Cellular and Molecular Biology
Mahmood, Danish (School: London Central Secondary School)
Current cancer therapies face significant challenges, such as inducing adverse patient side effects, having limited access to solid tissue tumours, or failing to target metastatic tumours. A safer and more versatile approach to treating solid metastatic tumours involves genetically engineering healthy cells to home in on and deliver antitumour proteins to cancer cells. The tumour necrosis factor apoptosis-inducing ligand (TRAIL) is an antitumour protein that can specifically kill cancer cells. However, previous systemically administered soluble forms of TRAIL could not induce significant clinical effect because the TRAIL complexes degraded into inactive subunits. Recently, more stable and potent TRAIL fusion proteins have been developed.

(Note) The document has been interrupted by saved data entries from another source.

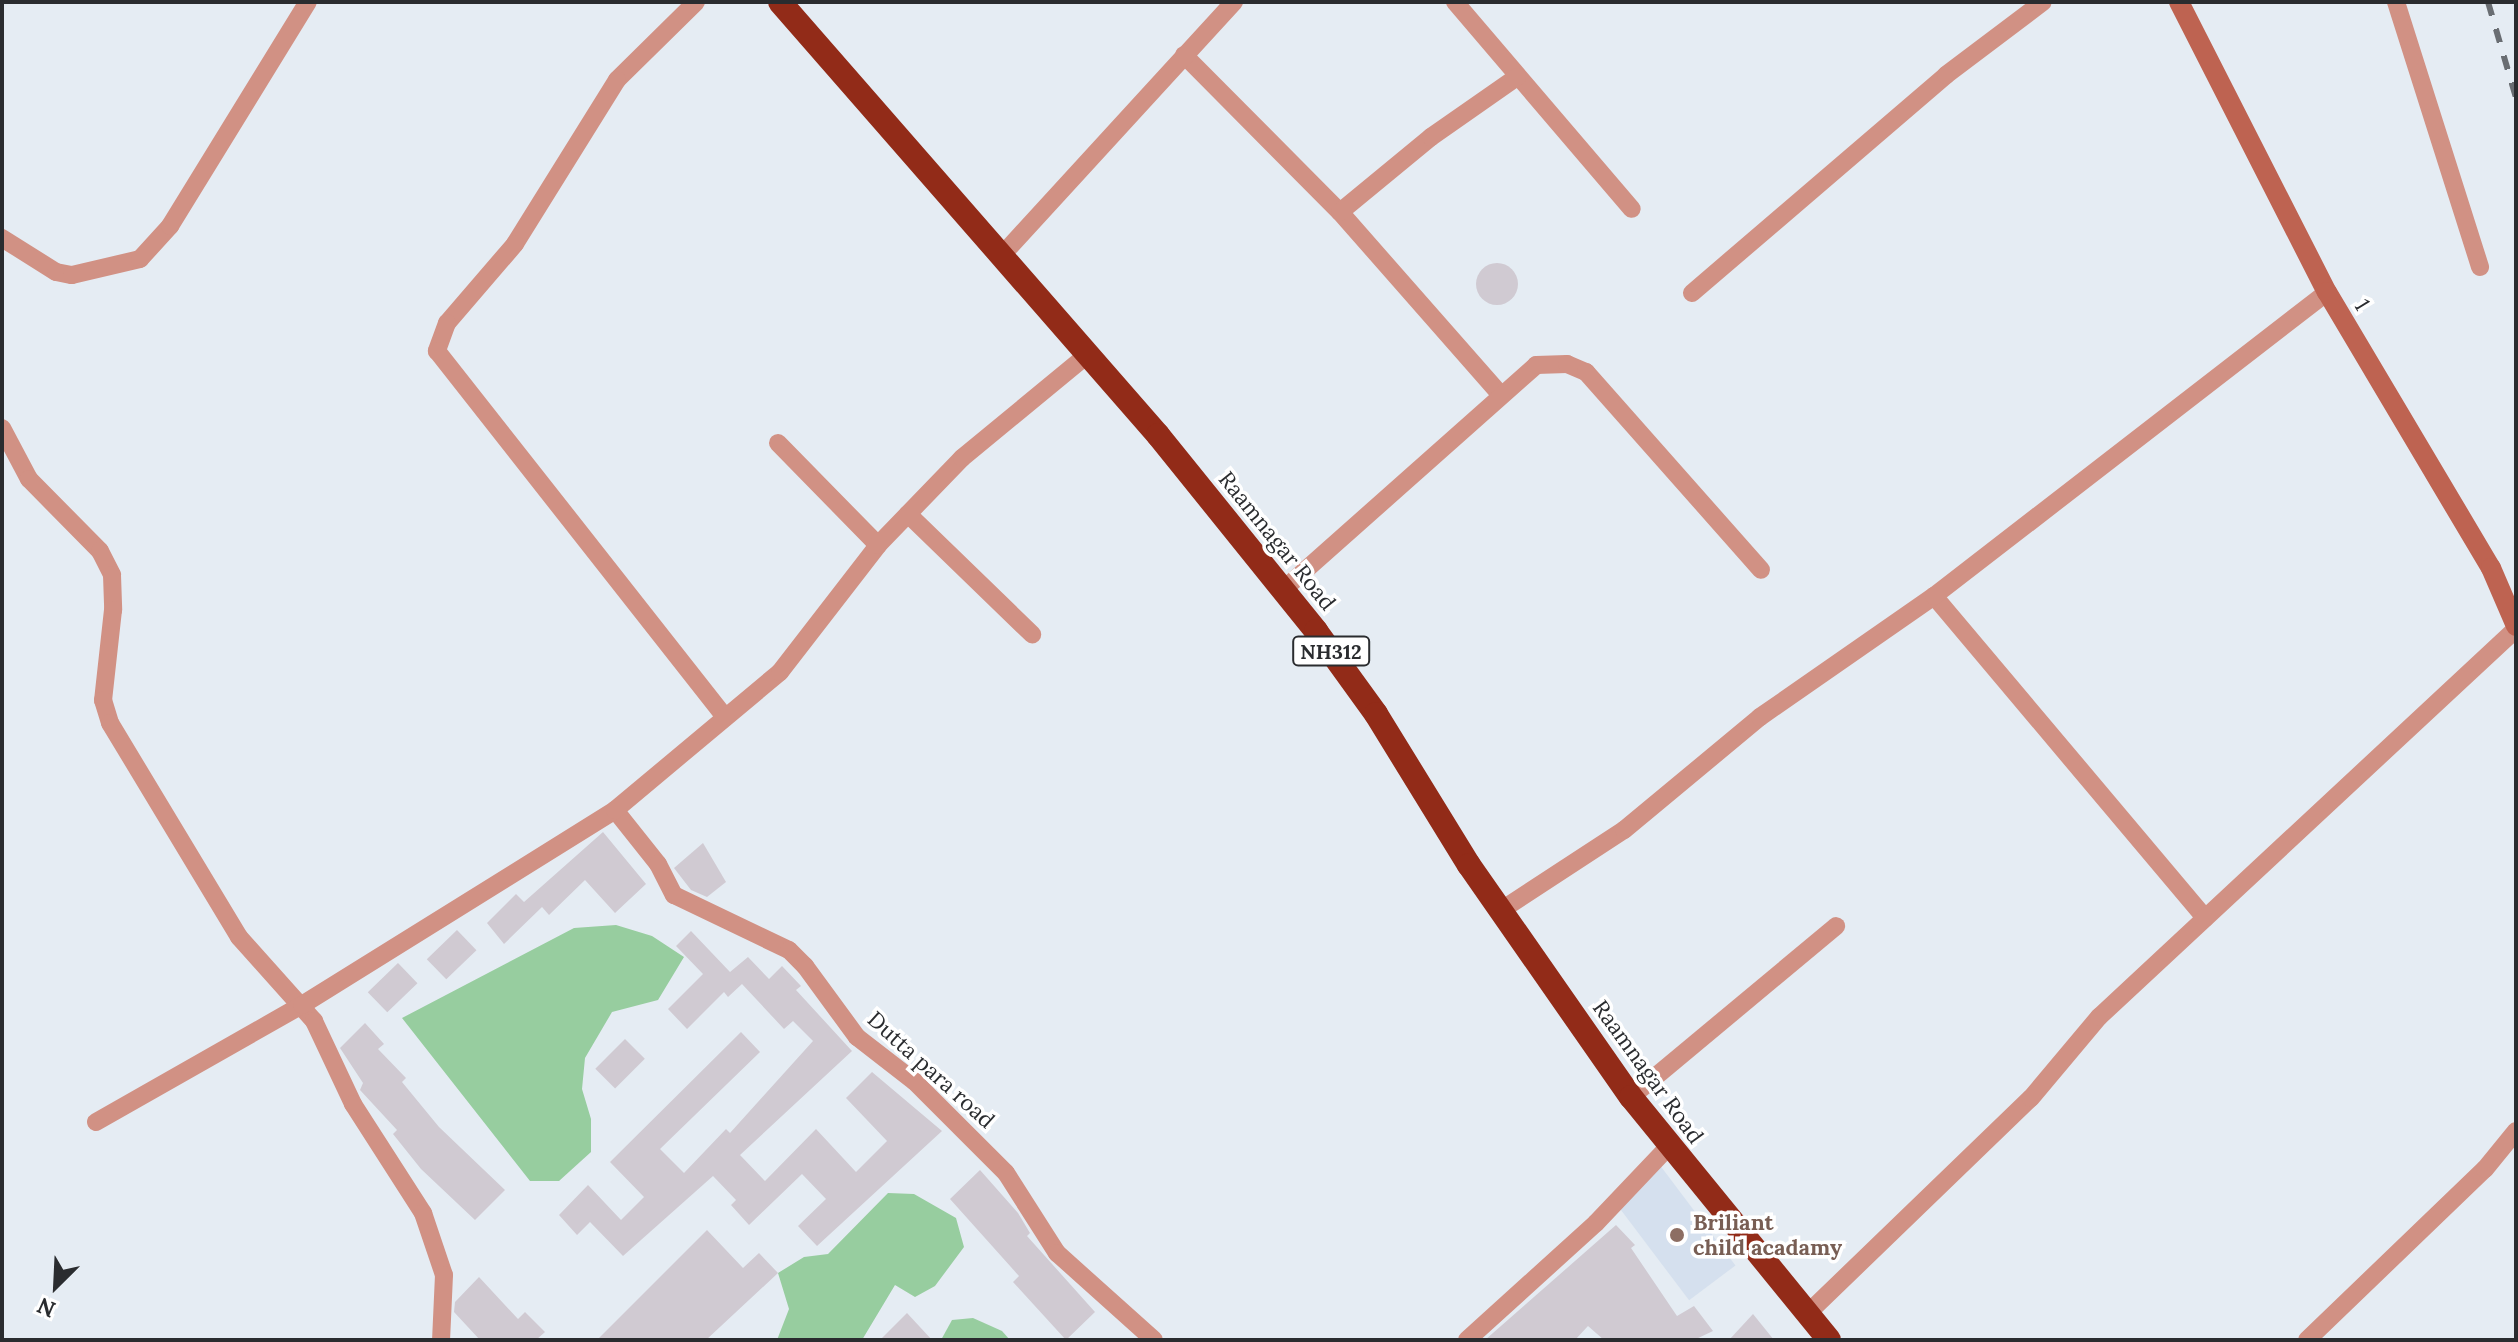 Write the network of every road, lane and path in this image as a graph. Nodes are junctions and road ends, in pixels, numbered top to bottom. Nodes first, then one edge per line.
1 (308, 2) edge
2 (696, 2) edge
3 (780, 2) edge
4 (1234, 2) edge
5 (1455, 2) edge
6 (2043, 2) edge
7 (2179, 2) edge
8 (2396, 2) edge
9 (1184, 55) junction
10 (1517, 77) junction
11 (1632, 209) dead end
12 (1340, 212) junction
13 (2, 238) edge
14 (1003, 254) junction
15 (2480, 267) dead end
16 (2327, 292) junction
17 (1692, 293) dead end
18 (1087, 355) junction
19 (1501, 395) junction
20 (2, 428) edge
21 (778, 443) dead end
22 (908, 514) junction
23 (878, 545) junction
24 (1761, 570) dead end
25 (1283, 590) junction
26 (1934, 596) junction
27 (2516, 628) edge
28 (1032, 634) dead end
29 (725, 717) junction
30 (615, 810) junction
31 (1500, 911) junction
32 (2205, 918) junction
33 (1836, 926) dead end
34 (302, 1005) junction
35 (1631, 1097) junction
36 (96, 1122) dead end
37 (2516, 1131) edge
38 (1669, 1146) junction
39 (1807, 1314) junction
40 (441, 1340) edge
41 (1154, 1340) edge
42 (1467, 1340) edge
43 (1829, 1340) edge
44 (2307, 1340) edge

1 - 13 street
2 - 29 street
3 - 14 highway, Raamnagar Road / NH312
4 - 9 street
5 - 10 street
6 - 17 street
7 - 16 street, 1
8 - 15 street
9 - 12 street
9 - 14 street
10 - 11 street
10 - 12 street
12 - 19 street
14 - 18 highway, Raamnagar Road / NH312
16 - 26 street
16 - 27 street, 1
18 - 22 street
18 - 25 highway, Raamnagar Road / NH312
19 - 24 street
19 - 25 street
20 - 34 street
21 - 23 street
22 - 23 street
22 - 28 street
23 - 29 street
25 - 31 highway, Raamnagar Road / NH312
26 - 31 street
26 - 32 street
27 - 32 street
29 - 30 street
30 - 34 street
30 - 41 street, Dutta para road
31 - 35 highway, Raamnagar Road / NH312
32 - 39 street
33 - 35 street
34 - 36 street
34 - 40 street
35 - 38 highway, Raamnagar Road / NH312
37 - 44 street
38 - 39 highway, Raamnagar Road / NH312
38 - 42 street
39 - 43 highway, Raamnagar Road / NH312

The objective of this project was to integrate TRAIL fusion proteins into a novel cell-based cancer therapy platform and evaluate their cancer cell killing activity using bioluminescence imaging (BLI). Therapeutic cell populations were produced by genetically engineering human embryonic kidney cell and mesenchymal stem cell populations to express the membrane-bound TRAIL, the scTRAIL trimer fusion, or the fc-scTRAIL hexamer fusion. Individual therapeutic cell populations were separately co-cultured with MBA-MD-231 cells from metastasized triple-negative breast cancer, PC3MLN4 cells from metastasized prostate cancer, or OVCAR8 cells from high-grade serous adenocarcinoma – previously known to resist TRAIL therapy. In vitro BLI tracking of cancer cell viability showed that the therapeutic cells producing the fc-scTRAIL fusion proteins killed all cancer cell populations more effectively than those producing other TRAIL variants. The cell-based therapy presents a powerful platform for eliminating metastatic tumour burden in cancer patients.